As with his blog, Baker doesn’t pretend to find a unifying theme to artificially define the richness of his material, instead relying on his natural instincts to identify a good story and tell it for just the right amount of time. This is crucial. Some of these chapters cover some pretty big subjects – the Krays, Lord Haw-Haw, Christine Keeler, Pop Art – but Baker always manages to find a new angle without going on too long: for instance, his piece on Pop Art concentrates on Pauline Boty and the Anti-Ugly Movement while he looks at Blow-Up through a street in Stockwell that appears in the film. He’s brilliant at detail – clothes, weather, atmosphere, quotes – and tightly wound narrative (the section on the escape of spies Burgess and Maclean could come from a thriller), but he also loves exploring interesting tangents.
But his real skill is contextualising individuals within their era or locality. So his chapter on Benny Hill tells us much about the post-war comedy scene at the Windmill as well as Hill’s own rise and sad decline, the Profumo Scandal chapter is also about Soho and the Flamingo club in the early 1960s while the section of Winifred Atwell takes in Atwell’s strange career as a popular black performer but also the history of Brixton, where she lived.
This is essentially, the book of the blog, with several of the same stories, only expanded with new research.
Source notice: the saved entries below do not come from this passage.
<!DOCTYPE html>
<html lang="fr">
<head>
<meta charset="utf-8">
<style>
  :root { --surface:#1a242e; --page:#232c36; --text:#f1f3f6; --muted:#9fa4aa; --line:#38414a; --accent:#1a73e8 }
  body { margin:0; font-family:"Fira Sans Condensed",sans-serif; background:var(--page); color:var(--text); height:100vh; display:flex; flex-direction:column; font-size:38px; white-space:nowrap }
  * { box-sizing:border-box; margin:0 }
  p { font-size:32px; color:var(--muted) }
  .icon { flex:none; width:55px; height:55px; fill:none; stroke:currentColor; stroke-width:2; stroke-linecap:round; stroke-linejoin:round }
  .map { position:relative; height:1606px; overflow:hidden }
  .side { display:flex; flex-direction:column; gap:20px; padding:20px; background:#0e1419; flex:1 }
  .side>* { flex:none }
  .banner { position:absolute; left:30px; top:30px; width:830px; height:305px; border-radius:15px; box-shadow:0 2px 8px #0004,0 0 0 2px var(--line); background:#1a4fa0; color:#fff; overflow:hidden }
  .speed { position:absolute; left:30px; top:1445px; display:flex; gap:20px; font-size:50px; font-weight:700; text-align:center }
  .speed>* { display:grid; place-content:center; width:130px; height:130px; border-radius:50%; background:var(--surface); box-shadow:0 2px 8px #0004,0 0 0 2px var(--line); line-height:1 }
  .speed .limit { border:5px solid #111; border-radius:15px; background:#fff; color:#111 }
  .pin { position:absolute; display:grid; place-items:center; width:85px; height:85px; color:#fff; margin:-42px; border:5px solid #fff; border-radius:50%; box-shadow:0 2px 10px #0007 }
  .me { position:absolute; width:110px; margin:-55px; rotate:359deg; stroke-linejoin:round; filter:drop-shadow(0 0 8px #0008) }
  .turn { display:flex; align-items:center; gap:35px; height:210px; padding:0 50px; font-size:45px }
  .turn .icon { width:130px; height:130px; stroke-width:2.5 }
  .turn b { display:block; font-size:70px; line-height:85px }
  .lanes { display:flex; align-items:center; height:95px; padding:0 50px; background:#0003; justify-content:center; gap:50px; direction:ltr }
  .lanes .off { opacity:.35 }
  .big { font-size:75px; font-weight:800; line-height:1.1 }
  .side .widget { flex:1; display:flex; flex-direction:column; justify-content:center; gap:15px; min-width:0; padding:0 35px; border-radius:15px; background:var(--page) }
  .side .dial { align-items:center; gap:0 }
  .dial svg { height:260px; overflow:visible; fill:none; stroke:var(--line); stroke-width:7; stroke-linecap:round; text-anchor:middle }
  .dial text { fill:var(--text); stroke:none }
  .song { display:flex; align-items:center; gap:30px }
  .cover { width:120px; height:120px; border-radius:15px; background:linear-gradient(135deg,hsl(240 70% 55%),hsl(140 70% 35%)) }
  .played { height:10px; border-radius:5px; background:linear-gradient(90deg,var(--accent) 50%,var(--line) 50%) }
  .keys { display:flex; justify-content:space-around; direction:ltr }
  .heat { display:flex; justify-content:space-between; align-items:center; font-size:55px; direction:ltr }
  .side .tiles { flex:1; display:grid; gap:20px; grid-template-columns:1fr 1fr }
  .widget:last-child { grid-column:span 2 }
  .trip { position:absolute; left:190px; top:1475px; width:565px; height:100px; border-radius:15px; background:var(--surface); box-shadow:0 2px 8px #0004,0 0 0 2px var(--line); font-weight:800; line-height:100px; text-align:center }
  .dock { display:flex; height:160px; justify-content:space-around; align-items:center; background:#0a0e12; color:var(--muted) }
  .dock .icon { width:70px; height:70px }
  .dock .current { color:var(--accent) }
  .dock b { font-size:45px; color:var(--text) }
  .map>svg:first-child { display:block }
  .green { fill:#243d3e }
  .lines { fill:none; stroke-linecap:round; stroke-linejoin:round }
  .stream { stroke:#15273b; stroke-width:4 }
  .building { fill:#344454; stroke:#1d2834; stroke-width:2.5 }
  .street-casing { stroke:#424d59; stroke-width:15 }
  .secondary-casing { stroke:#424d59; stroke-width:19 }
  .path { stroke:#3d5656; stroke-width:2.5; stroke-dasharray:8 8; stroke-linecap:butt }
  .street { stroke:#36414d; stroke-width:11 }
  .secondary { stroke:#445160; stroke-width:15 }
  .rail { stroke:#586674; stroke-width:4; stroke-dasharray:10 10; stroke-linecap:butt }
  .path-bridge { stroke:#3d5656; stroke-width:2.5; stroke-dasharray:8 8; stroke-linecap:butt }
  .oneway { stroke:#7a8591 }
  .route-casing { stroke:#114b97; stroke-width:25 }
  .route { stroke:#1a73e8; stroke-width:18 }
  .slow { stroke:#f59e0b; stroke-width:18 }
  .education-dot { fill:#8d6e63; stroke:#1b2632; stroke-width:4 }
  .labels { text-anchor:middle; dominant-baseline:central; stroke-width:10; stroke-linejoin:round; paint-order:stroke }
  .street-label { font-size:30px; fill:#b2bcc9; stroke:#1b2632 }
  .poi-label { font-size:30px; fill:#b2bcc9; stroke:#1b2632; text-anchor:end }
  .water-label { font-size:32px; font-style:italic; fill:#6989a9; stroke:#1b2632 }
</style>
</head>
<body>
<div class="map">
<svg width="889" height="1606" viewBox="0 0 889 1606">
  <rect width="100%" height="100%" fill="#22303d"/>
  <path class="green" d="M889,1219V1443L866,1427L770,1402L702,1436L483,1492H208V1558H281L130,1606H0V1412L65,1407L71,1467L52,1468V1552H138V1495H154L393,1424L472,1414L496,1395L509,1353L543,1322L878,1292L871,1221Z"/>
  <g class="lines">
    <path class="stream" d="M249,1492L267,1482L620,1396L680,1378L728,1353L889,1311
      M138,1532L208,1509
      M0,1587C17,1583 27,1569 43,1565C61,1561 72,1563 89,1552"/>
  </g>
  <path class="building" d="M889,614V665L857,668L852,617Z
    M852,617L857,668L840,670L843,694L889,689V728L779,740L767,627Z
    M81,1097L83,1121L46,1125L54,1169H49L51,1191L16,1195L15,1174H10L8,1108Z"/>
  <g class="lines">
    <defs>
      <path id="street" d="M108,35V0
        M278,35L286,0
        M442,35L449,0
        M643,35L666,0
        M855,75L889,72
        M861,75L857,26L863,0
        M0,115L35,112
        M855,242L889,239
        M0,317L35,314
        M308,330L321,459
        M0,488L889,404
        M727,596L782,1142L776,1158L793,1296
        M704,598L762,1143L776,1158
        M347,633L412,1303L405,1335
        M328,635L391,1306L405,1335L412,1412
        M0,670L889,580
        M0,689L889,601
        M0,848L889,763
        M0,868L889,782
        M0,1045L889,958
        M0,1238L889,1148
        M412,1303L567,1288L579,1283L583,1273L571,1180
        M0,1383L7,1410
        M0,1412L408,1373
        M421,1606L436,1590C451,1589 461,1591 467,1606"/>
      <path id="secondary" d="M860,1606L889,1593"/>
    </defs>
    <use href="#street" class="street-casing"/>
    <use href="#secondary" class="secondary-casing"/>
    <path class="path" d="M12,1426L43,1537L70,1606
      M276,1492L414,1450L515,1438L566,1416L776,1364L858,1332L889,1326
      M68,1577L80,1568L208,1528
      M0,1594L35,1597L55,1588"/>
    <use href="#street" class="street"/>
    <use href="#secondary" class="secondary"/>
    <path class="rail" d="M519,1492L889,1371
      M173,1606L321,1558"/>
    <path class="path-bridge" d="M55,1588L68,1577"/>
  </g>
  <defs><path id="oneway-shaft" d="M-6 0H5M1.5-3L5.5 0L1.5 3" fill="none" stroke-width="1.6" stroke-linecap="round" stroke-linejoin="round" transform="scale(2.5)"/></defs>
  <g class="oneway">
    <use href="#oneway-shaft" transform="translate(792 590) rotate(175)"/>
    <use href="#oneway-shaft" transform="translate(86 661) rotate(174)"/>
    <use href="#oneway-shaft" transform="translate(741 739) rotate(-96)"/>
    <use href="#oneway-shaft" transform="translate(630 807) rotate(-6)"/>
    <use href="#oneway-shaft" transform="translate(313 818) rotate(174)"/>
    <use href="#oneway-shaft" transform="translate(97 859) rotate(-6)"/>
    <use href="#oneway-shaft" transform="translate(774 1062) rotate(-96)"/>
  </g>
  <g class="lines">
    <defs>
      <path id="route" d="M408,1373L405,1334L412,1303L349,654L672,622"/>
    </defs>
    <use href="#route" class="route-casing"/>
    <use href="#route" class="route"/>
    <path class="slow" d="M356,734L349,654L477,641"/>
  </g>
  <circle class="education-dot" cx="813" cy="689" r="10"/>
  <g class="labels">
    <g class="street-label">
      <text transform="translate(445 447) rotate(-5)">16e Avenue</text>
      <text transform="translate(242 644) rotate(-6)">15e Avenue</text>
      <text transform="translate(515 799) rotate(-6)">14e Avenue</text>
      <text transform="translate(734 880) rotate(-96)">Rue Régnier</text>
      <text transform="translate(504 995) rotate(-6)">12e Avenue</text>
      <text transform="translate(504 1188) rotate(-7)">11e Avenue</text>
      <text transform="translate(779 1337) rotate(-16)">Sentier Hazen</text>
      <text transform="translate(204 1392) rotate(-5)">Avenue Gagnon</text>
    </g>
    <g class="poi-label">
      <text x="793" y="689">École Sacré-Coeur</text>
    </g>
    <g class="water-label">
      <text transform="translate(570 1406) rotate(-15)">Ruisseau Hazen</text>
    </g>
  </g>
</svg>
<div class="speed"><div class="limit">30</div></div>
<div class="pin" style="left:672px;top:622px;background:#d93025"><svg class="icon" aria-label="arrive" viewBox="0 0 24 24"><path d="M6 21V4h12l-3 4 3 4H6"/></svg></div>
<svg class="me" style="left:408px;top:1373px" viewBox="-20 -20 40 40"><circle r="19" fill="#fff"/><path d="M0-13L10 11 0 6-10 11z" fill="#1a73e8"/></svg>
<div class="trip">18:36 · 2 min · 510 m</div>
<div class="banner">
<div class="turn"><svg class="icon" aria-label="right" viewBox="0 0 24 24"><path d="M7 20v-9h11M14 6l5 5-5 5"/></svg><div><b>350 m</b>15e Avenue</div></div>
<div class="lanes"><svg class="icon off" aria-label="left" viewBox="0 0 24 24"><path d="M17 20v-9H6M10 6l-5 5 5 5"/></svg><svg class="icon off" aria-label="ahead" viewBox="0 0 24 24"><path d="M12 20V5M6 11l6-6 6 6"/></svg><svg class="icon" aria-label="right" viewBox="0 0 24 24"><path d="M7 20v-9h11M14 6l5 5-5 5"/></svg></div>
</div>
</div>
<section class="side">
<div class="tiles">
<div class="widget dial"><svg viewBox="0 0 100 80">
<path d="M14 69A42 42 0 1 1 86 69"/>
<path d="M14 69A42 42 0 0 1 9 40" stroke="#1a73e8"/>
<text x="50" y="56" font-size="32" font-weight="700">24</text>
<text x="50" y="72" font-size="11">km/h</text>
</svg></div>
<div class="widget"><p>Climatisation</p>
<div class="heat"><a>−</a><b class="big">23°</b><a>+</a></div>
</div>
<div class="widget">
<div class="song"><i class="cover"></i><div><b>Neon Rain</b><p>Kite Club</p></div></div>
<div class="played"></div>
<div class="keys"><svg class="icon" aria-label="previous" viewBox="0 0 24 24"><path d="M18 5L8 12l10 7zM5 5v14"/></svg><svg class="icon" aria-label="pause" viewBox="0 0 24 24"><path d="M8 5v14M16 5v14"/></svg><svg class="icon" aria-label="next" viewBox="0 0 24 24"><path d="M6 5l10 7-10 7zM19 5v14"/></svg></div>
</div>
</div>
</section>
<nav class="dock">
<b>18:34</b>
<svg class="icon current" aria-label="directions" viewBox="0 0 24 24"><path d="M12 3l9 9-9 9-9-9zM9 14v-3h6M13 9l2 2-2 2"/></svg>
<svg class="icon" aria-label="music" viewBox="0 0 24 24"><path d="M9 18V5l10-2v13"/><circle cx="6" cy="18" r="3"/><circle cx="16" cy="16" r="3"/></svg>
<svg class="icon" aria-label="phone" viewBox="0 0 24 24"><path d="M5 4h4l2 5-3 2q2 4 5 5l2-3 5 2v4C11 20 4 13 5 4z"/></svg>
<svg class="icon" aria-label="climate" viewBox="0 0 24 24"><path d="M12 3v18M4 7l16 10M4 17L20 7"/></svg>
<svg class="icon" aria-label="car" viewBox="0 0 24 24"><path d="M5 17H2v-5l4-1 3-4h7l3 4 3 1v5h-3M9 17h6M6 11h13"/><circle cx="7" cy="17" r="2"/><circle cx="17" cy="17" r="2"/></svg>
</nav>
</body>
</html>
The blog also features great photography, just the right amount of which is reproduced here, including a cracking cover shot from the 100 Club, a venue that increases in importance with each year it avoids closure. Collectively, these photos and historical essays build a picture of London that captures some of the city’s chaotic sensibility far more truthfully than a conventional or even psychogeographical history, which will try and draw dry parallels between then and now, sometimes with lamentable results. Instead, Baker simply tells a story and then leaves you to think about what it means, if anything.
Some of these yarns I knew nothing about, such as the strange days James Earl Ray spent in Earl’s Court after assassinating Martin Luther King, or the spiv murder of Warren Street, or Charlie Chaplin’s wonderful return to Lambeth in 1921. Others I was familiar with, but still learnt more about, such as the plans to redevelop Covent Garden in the 1960s that was stopped by protesters – in the current climate, I wonder, would a similar protest have any success at all? The net result is like being rattled round the London decades by a raconteur with a time machine, a sort of blue badge Doctor Who, who tells a story with wit and panache before whizzing you off to his next unpredictable destination.